Zdecydowanie są to wszelkie kwestie strategiczne i dbałość o wynik finansowy w ustrukturyzowany sposób. Obecnie mamy cykliczne spotkania strategiczne, podczas których ustalamy sobie cele krótko, średnio i długoterminowe wynikające z tego, gdzie chcemy być w perspektywie najbliższych 3-5 lat. Natomiast bieżące obowiązki i praca operacyjna dość skutecznie odciągają mnie od rzeczy, którymi chciałbym się zająć w dużo większym wymiarze czasu. Póki co tłumaczę to sobie aktualnym etapem rozwoju i tym, że dopóki nie będziemy mieli dedykowanych zespołów wspierających sprzedaż i marketing oraz rozwój produktu – naszej aplikacji -, to wszystko musimy robić sami.
Czy byłbyś w stanie postawić wszystko na jedną kartę i w momencie kryzysu ratować swój startup za wszelką cenę? Czy jest tego wart?
Uważam że tak. To jest trochę podobne do pytania dotyczącego zagospodarowania ofiarowanego miliona złotych – łatwiej się deklaruje pewne ruchy jak się obraca w sferze teorii, niż w przypadku sytuacji, w której trzeba podjąć ryzyko i postawić wszystko na jedną kartę wiedząc, że to może być droga bez odwrotu. Tak więc – tak, uważam że HearMe jest tego warte i będę robił wszystko, aby – w razie potrzeby – ratować firmę, ale to zawsze „zależy” od wielu różnych czynników, których w tej chwili nie jestem w stanie przewidzieć.
Najtrudniejsza sytuacja z jaką musiałeś się zmierzyć uruchamiając, prowadząc biznes? W jaki sposób rozwiązałeś problem?

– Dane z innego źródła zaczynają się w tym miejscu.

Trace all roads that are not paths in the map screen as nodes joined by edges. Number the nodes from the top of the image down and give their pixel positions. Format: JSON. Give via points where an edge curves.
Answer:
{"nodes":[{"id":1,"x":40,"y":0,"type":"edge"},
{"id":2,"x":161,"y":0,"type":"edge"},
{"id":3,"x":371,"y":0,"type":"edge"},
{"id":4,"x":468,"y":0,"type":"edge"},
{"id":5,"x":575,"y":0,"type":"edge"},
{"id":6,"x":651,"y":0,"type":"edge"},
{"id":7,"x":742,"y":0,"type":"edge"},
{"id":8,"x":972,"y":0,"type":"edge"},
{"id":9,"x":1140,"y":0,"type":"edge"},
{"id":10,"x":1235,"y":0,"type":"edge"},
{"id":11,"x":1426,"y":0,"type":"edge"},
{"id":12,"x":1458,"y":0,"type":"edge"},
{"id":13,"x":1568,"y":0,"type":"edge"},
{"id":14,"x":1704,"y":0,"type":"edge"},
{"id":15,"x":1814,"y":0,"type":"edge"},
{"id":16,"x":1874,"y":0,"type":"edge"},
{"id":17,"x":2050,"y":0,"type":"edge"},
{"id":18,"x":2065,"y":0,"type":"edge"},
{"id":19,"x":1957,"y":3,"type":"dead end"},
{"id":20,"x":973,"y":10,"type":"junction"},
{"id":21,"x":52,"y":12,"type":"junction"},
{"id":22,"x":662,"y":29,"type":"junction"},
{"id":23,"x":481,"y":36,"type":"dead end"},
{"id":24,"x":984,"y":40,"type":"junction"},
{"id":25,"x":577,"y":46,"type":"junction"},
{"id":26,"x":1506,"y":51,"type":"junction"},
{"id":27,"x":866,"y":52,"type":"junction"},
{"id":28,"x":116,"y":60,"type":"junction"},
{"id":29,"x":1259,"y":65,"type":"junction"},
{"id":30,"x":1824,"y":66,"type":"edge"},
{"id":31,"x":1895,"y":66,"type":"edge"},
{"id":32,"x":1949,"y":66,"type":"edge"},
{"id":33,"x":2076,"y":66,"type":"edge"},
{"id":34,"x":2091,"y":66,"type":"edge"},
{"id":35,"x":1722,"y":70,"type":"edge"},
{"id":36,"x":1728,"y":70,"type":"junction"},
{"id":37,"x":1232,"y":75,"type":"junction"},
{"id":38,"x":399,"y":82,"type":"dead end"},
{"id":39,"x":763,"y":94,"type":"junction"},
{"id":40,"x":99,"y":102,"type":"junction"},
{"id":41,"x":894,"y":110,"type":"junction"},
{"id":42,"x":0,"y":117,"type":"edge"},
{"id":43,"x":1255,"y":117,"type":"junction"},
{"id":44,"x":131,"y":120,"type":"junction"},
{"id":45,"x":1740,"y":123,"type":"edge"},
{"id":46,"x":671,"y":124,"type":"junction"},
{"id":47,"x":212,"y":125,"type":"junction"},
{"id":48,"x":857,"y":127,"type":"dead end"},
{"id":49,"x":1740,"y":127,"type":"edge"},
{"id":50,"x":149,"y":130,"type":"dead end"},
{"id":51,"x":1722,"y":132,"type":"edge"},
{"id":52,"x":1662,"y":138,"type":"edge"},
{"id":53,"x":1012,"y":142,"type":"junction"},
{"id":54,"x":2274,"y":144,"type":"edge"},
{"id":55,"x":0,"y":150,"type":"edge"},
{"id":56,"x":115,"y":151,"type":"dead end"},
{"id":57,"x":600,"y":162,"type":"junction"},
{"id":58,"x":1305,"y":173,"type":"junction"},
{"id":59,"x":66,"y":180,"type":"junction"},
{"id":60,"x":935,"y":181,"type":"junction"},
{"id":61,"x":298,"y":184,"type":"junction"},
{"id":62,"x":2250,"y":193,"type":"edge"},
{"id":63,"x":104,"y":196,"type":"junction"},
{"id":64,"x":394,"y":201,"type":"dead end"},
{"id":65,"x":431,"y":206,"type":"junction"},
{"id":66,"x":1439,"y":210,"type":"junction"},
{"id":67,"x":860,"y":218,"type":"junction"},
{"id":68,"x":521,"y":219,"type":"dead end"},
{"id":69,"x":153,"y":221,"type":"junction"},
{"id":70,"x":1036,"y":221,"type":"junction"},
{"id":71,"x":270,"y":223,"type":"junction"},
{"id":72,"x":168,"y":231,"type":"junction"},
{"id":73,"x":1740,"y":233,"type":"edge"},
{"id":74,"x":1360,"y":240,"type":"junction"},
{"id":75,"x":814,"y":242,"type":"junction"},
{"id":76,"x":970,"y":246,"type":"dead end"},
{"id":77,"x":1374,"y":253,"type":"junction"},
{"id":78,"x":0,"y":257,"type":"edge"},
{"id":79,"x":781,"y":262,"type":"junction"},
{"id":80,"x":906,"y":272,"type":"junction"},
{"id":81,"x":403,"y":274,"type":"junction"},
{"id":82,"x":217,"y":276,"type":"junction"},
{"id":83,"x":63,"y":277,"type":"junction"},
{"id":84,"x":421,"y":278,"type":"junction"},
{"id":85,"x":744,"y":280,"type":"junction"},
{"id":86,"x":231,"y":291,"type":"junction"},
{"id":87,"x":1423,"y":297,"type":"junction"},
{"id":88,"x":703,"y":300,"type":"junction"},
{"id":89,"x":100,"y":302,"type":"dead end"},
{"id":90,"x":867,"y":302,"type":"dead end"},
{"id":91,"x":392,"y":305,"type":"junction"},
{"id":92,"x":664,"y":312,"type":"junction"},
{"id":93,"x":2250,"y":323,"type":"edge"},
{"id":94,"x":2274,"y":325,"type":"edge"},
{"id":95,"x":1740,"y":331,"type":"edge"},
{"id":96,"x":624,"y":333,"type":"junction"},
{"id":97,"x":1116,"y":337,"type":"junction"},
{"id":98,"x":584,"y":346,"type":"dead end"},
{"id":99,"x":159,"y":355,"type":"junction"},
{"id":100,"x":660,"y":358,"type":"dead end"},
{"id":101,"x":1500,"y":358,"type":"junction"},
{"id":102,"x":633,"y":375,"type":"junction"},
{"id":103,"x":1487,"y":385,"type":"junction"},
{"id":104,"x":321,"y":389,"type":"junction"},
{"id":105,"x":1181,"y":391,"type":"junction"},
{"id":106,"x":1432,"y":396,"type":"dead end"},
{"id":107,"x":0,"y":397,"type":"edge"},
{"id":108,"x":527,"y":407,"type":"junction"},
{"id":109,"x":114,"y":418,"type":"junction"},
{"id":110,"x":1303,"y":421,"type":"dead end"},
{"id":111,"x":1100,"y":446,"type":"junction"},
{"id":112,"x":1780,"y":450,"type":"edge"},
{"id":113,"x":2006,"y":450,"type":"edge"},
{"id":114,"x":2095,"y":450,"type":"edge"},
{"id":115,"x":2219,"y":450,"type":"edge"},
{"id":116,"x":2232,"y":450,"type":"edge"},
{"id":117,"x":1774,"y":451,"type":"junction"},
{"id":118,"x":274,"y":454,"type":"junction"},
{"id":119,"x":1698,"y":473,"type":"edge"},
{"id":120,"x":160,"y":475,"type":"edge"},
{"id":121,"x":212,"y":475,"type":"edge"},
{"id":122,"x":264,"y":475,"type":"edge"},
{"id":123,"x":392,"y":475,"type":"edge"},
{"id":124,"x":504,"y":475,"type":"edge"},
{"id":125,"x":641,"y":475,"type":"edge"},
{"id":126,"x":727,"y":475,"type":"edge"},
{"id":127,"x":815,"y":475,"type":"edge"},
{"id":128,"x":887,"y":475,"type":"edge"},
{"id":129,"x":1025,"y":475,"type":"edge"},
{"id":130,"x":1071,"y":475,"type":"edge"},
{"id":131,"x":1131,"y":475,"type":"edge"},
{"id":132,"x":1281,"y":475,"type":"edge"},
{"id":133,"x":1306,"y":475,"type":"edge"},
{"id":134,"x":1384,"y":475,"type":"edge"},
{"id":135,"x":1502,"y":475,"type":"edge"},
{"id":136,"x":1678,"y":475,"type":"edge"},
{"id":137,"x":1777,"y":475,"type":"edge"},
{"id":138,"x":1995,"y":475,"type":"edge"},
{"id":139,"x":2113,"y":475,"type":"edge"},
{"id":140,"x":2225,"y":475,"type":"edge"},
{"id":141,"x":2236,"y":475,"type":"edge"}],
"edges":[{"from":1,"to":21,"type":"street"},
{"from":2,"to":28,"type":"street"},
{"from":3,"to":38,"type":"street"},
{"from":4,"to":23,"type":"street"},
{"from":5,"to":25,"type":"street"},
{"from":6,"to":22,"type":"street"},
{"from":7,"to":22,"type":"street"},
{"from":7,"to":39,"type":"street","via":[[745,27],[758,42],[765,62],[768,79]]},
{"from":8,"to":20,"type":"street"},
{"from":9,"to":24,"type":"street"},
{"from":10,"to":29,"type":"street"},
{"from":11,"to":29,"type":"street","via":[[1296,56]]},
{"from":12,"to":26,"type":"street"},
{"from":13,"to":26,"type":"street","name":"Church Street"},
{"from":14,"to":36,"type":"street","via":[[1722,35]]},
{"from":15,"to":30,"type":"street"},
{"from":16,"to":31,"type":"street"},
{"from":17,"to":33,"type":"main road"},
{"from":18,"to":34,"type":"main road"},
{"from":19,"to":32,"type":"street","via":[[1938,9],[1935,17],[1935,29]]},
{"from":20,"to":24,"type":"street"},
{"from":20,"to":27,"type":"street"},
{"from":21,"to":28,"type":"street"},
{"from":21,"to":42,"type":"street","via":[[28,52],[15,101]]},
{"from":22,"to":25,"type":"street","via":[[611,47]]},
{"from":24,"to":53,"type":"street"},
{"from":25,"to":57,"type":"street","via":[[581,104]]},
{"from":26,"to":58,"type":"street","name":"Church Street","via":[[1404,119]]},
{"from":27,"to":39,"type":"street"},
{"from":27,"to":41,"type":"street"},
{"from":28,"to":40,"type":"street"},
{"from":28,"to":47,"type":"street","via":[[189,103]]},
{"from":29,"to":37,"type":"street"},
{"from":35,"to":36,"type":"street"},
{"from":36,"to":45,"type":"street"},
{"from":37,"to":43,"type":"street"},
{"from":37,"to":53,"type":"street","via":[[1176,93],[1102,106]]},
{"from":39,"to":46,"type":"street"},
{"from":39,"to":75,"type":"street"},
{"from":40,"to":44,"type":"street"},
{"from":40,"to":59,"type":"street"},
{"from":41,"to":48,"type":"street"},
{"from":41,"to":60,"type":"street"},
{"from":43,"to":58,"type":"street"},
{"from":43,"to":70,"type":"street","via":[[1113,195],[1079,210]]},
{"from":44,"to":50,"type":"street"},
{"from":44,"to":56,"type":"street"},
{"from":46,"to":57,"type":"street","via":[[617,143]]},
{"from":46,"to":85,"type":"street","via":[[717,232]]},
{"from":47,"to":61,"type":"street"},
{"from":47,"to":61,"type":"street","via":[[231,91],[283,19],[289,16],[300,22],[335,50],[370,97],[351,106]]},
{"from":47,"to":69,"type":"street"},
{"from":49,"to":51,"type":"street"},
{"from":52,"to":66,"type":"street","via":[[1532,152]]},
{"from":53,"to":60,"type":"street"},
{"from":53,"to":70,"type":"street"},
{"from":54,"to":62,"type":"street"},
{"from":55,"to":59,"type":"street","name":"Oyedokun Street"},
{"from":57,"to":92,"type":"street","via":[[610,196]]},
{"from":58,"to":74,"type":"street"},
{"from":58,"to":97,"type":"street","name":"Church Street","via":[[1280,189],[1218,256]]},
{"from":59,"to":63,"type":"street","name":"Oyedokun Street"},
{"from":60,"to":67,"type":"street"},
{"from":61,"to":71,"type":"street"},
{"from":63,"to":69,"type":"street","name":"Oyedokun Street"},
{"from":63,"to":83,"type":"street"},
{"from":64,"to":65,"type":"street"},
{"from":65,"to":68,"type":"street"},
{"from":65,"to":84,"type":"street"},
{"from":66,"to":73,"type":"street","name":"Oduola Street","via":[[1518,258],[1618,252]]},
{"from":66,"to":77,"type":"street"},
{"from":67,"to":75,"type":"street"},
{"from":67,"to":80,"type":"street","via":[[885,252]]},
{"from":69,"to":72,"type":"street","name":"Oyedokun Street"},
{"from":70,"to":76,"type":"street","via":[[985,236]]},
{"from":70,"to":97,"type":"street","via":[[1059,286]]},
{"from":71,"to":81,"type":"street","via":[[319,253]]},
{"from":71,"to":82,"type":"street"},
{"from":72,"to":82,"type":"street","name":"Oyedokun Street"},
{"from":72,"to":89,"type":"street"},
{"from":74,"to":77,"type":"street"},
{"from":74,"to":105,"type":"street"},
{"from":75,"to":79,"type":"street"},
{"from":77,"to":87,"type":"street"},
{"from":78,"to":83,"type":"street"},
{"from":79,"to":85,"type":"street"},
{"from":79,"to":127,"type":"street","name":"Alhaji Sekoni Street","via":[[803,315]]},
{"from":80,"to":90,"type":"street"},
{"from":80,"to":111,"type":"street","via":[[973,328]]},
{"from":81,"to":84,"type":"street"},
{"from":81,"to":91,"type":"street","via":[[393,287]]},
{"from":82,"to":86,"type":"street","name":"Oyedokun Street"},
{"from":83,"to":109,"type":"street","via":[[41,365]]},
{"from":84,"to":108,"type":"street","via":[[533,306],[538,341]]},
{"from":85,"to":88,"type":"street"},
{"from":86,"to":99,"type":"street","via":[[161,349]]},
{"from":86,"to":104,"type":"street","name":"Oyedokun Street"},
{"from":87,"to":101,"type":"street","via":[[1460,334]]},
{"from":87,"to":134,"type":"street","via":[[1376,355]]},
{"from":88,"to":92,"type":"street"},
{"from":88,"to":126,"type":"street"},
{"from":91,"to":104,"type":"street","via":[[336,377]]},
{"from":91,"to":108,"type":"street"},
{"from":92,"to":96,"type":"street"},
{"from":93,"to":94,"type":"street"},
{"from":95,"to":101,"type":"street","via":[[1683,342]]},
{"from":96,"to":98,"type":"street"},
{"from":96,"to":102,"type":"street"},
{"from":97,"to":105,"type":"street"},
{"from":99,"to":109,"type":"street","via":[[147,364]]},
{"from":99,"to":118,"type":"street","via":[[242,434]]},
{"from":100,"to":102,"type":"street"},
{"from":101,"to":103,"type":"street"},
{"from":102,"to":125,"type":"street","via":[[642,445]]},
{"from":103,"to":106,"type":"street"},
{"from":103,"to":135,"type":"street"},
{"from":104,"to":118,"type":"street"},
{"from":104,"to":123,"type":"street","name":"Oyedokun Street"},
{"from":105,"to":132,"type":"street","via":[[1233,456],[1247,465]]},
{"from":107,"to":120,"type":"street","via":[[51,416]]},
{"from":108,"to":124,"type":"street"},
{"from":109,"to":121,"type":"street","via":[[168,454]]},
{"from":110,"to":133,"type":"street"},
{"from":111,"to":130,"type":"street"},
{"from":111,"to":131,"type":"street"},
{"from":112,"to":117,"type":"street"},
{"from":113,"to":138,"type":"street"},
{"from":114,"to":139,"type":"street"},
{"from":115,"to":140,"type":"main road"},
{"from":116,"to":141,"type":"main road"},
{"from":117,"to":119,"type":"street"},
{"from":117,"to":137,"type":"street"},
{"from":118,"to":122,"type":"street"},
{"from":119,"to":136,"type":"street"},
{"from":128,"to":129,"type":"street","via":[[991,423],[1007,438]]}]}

Myślę, że zrezygnowanie ze stałej pracy i nie szukanie nowej. To była dla mnie spora zmiana mentalna, aby w tak specyficznym dla wszystkich okresie – apogeum pierwszej fali COVID – i niedługo po narodzinach dziecka podjąć takie ryzyko i postawić wszystko na jedną kartę. Nie rozwiązałem tego problemu tak naprawdę, po prostu rzuciłem się w wir pracy i zająłem się sprzedażą, której nigdy wcześniej nie robiłem i nie pałałem entuzjazmem do tej roli. Z czasem te działania zaczęły przynosić efekty i nowych klientów.
Czy był moment, w którym chciałeś wrócić na etat i dać sobie spokój z robieniem biznesu?
Tak, na początku gdy zaczynaliśmy, bałem się funkcjonowania bez stałych przychodów i przez chwilę szukałem pracy, ale robiłem to dość nieskutecznie – podświadomie sam sabotowałem swoje działania. Kolejny raz był pod koniec roku, gdy sprzedaż w firmie już zaczynała się kręcić, ale jednocześnie skończyły mi się środki do życia. Podjąłem jednak decyzję, żeby zacisnąć zęby, pożyczyć pieniądze i dalej działać w 100% nad HearMe. Bo wierzę, że warto.
Ile biznesów Ci nie wyszło, zanim wypalił ten docelowy?
Takich prawdziwych jak HearMe – żaden, ale to dlatego, że to mój debiut. Wcześniej było parę inicjatyw biznesowych, które nie wypaliły, m.in. spółka doradcza – doradztwo IT, biznesowe i prawne, którą sprzedaliśmy ze wspólnikiem po kosztach po roku, próba utworzenia firmy zajmującej się fotografią, grafiką i produkcją jingli muzycznych, dwa sklepy internetowe i kilka innych mniejszych inicjatyw.